» Task description: Using the string "roads" as the key, pull each matching line out of the records below.

Stored items:

▼

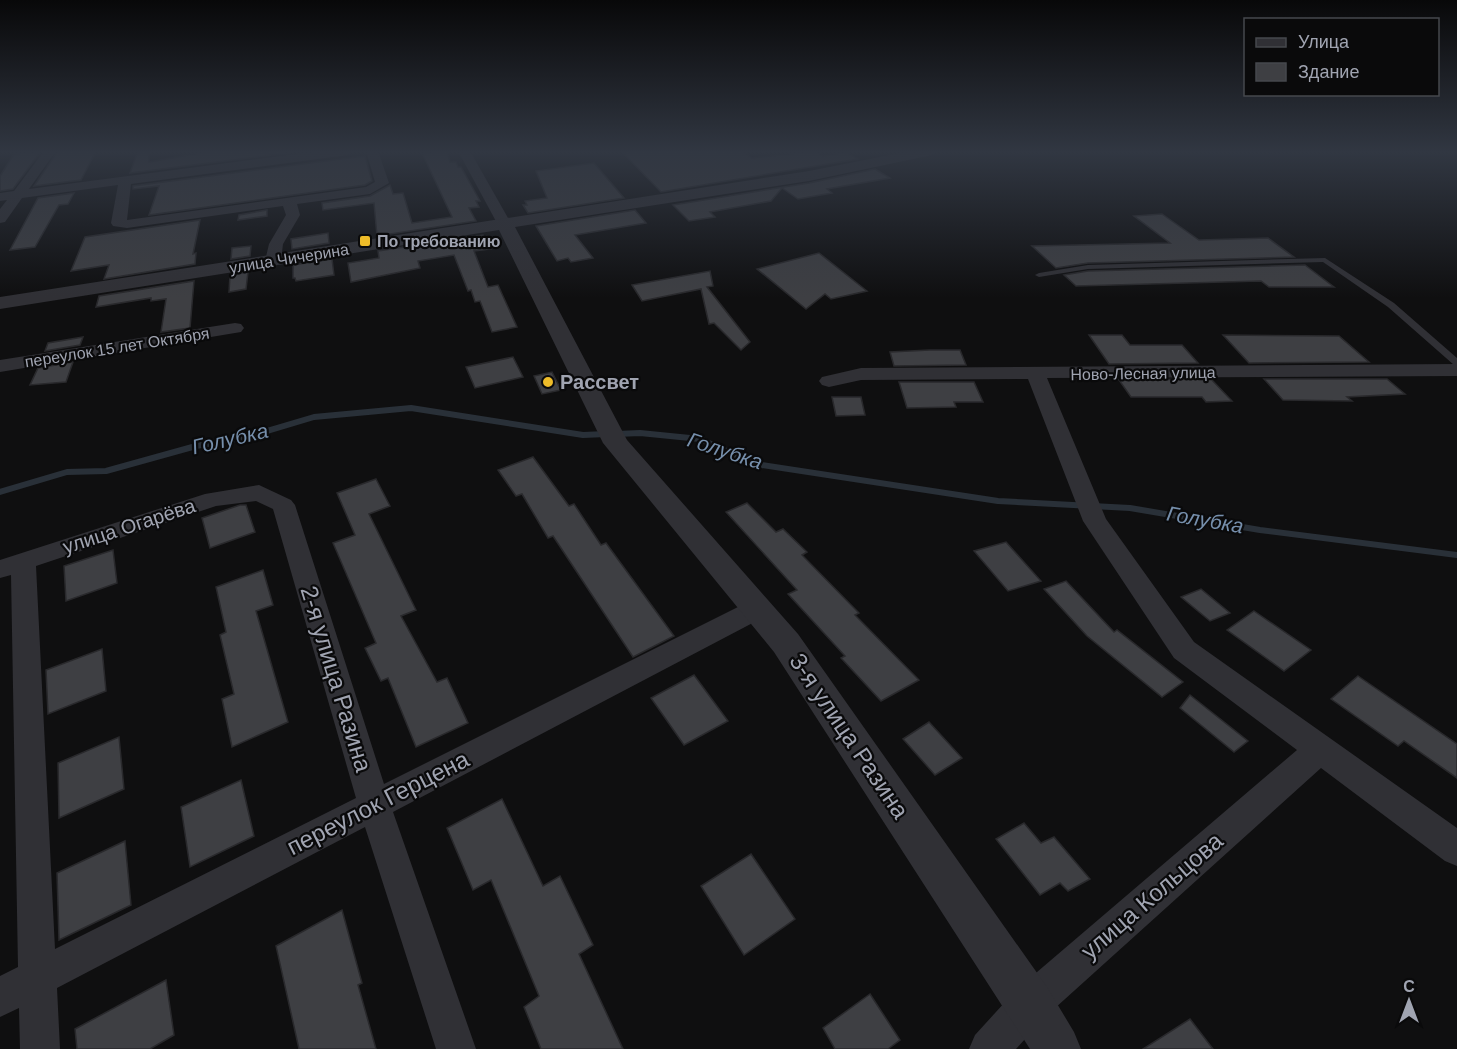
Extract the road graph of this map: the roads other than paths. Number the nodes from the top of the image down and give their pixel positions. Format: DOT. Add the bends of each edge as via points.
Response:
graph roads {
  1 [pos="15,200"];
  2 [pos="122,200"];
  3 [pos="301,200"];
  4 [pos="491,200"];
  5 [pos="645,200"];
  6 [pos="289,202"];
  7 [pos="0,219"];
  8 [pos="505,225"];
  9 [pos="273,261"];
  10 [pos="1039,275"];
  11 [pos="0,303"];
  12 [pos="235,328"];
  13 [pos="1457,363"];
  14 [pos="0,366"];
  15 [pos="1457,370"];
  16 [pos="1036,374"];
  17 [pos="829,381"];
  18 [pos="259,493"];
  19 [pos="12,565"];
  20 [pos="757,609"];
  21 [pos="1320,749"];
  22 [pos="374,805"];
  23 [pos="1457,849"];
  24 [pos="39,977"];
  25 [pos="0,997"];
  26 [pos="1030,1004"];
  27 [pos="40,1049"];
  28 [pos="456,1049"];
  29 [pos="989,1049"];
  30 [pos="1057,1049"];
  1 -- 7 [label="street"];
  2 -- 6 [label="street" via="118,223 127,224"];
  3 -- 6 [label="street"];
  4 -- 8 [label="street"];
  5 -- 8 [label="street, улица Чичерина"];
  6 -- 9 [label="street" via="293,215 276,244"];
  8 -- 9 [label="street, улица Чичерина"];
  8 -- 20 [label="street, 3-я улица Разина" via="610,432"];
  9 -- 11 [label="street, улица Чичерина"];
  10 -- 13 [label="lane" via="1088,267 1325,260 1391,305"];
  12 -- 14 [label="street, переулок 15 лет Октября"];
  15 -- 16 [label="street, Ново-Лесная улица"];
  16 -- 17 [label="street, Ново-Лесная улица" via="861,374"];
  16 -- 21 [label="street" via="1095,521 1185,650"];
  18 -- 19 [label="street, улица Огарёва" via="213,498"];
  18 -- 22 [label="street, 2-я улица Разина" via="284,505"];
  19 -- 24 [label="street"];
  20 -- 22 [label="street, переулок Герцена"];
  20 -- 26 [label="street, 3-я улица Разина" via="786,643"];
  21 -- 23 [label="street"];
  21 -- 26 [label="street, улица Кольцова"];
  22 -- 24 [label="street, переулок Герцена"];
  22 -- 28 [label="street, 2-я улица Разина"];
  24 -- 25 [label="street, переулок Герцена"];
  24 -- 27 [label="street"];
  26 -- 29 [label="street, улица Кольцова"];
  26 -- 30 [label="street, 3-я улица Разина"];
}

▲

» Answer to this task:
Extract the road graph of this map: the roads other than paths. Number the nodes from the top of the image down and give their pixel positions. Format: DOT. Add the bends of each edge as via points.
graph roads {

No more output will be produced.